My principal is driving me crazy. He has already been in my room this morning, trying to talk me into staying until November. I told him I already have everything scheduled, but he insisted that I try to call to change stuff. Ugh. He even pulled the “for the kids” line. That’s a low blow. That lunatic woman I was working with made me cry on the first day of school. I reached out for help several times, and all I got was told to document everything. I was a nervous wreck, even had a seizure that sent me to the emergency room. My anxiety was eating me alive and they let that shit go on for a month. She had to have a full on freak out in front of a class of kids before they did anything. I had to be with her all fucking day- share a room with her, work in the dean’s office with her, plan with her, have every goddam class with her. I sat outside on the ground next to the building one afternoon just to get away from her for 45 minutes. I just want this to be over. Just fucking over. I am about to lose it. I am a mess. 

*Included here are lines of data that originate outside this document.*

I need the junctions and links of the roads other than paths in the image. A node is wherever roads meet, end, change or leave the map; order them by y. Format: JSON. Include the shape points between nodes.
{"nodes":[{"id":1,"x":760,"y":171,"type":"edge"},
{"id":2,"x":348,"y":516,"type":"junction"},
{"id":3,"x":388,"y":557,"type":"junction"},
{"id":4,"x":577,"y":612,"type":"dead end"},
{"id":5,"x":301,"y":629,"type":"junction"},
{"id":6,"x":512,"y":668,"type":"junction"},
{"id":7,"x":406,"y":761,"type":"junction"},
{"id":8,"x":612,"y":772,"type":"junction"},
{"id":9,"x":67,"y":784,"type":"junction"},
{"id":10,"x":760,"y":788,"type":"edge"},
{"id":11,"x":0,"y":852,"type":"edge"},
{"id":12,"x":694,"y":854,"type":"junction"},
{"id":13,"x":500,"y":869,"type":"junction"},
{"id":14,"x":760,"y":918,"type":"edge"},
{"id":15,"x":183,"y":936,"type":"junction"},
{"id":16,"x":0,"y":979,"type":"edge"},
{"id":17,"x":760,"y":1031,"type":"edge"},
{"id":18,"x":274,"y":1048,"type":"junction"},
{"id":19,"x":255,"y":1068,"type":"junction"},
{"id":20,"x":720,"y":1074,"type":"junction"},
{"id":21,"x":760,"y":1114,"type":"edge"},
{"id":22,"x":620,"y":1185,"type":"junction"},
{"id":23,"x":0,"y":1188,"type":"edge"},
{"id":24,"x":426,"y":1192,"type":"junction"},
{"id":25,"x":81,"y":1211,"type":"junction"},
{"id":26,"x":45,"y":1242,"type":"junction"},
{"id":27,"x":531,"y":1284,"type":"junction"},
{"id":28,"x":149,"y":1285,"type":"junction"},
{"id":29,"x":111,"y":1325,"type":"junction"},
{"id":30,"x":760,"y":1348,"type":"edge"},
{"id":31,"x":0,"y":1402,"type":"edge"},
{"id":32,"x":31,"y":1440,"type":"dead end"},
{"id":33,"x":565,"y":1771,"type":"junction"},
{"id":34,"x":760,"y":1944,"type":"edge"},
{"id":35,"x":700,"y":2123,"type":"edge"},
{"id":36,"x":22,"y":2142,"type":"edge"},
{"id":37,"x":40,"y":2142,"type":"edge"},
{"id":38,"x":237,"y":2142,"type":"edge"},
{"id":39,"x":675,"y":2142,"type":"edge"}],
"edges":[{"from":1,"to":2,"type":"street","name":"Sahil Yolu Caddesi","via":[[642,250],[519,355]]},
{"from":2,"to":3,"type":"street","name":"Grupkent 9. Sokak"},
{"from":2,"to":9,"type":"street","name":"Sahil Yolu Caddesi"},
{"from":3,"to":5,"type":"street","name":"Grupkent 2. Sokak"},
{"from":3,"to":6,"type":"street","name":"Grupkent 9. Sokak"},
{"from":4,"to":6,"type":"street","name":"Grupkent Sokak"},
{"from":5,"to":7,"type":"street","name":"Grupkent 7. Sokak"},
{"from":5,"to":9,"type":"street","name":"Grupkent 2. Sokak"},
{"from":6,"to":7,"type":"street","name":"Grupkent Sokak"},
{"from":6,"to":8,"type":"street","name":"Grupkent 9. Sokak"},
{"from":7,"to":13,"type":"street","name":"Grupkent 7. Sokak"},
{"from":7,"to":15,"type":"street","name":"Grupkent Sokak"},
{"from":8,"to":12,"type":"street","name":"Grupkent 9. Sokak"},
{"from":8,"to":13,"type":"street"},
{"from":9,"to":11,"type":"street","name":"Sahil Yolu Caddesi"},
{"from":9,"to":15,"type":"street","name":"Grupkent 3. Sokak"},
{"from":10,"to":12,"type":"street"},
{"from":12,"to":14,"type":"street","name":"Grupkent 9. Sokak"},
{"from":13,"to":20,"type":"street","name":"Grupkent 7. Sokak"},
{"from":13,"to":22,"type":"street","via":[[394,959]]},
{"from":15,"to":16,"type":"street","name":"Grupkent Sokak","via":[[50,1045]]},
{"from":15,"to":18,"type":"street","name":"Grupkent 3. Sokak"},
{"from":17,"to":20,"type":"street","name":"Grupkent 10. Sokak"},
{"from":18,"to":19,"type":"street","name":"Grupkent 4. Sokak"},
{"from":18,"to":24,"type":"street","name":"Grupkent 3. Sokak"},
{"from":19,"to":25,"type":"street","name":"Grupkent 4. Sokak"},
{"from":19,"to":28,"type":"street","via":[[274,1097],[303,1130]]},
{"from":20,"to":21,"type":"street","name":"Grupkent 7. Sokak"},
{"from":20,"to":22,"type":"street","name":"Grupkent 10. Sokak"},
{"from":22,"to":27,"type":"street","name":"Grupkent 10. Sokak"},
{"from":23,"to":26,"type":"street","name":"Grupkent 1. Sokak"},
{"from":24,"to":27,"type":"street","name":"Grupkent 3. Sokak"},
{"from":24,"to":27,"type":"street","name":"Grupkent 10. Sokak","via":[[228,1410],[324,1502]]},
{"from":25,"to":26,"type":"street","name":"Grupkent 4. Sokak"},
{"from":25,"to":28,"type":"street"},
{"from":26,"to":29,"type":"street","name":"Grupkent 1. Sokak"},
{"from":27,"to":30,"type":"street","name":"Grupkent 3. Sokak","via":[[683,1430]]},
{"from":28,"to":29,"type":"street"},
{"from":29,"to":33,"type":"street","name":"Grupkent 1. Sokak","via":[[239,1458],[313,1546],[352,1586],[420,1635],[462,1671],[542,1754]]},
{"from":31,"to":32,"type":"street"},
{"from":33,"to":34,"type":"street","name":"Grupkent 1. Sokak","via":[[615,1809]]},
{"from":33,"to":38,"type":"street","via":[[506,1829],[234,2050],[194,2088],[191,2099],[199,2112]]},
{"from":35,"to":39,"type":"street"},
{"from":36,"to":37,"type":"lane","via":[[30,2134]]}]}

My cough is terrible. I probably have pneumonia, but I don’t have time to even go to the doctor. I am so stressed out. I have to calm down if I am going to survive. 

Later, that same day… 

It is now 2:13pm. I have done nothing all day.  Today was some sort of “activity day” that  the seniors lead the 9th graders in, so I just had to sit in the room to supervise while they managed the kids. I got everything ready for tomorrow and my stuff graded so I can leave at 2:45 today. That’s good news. I looked at the principal program at UC today online. I am definitely going to do that. If I start next semester, I can be finished by the fall of 2019. I can just keep teaching at Winburn until I get an admin job. I don’t necessarily want a principal job, maybe an academic dean or admin dean so something. I could be an assistant principal, though, I think. Definitely at a middle school. If some of the fucking dumbassess I know are ap’s I definitely can do that. I am doing it for 2 reasons: 1. the money and 2. I don’t know how much longer I can manage kids behavior. It is exhausting. I also am about fucking done with people 1/2 my age trying to tell me how to do my job. Insulting and annoying. I am over that shit. 

I am wondering if I will get 20 years or 21 years counted for my salary step in fay co. I did work over 1/2 the year there last year AND, I worked several months in NY. I would lOVE to have that slight bump in pay. I need to save up $10k at least to buy a house. I need to save up $9k to pay off all my debts. So maybe I will need to rent for 2 years. I guess it depends on how good I am at saving (current answer; not very). I should be able to easily save $500 a paycheck. I really, really need to do this. I need to do some of the dave ramsey crap- get $1K in savings for my emergency fund, then start paying off my debts. I am hopeful I will still get a decent tax return even though I don’t have house interest to deduct for 2017. I honestly don’t think that contributes a whole lot to my total refund. A nice $5k would be great to at least make a big dent in all my debt. I really fucked around financially this year. The experience has been good for me, I think, but the financial choice, not so much. I was in a serious hole financially when I left, though. I am going to sell some clothes and stuff when I get settled in. Maybe I can work on it over Thanksgiving.What i wear down there doesn’t really matter. No one even knows what the styles or brands are, anyway. Might as well wear Old fucking Navy.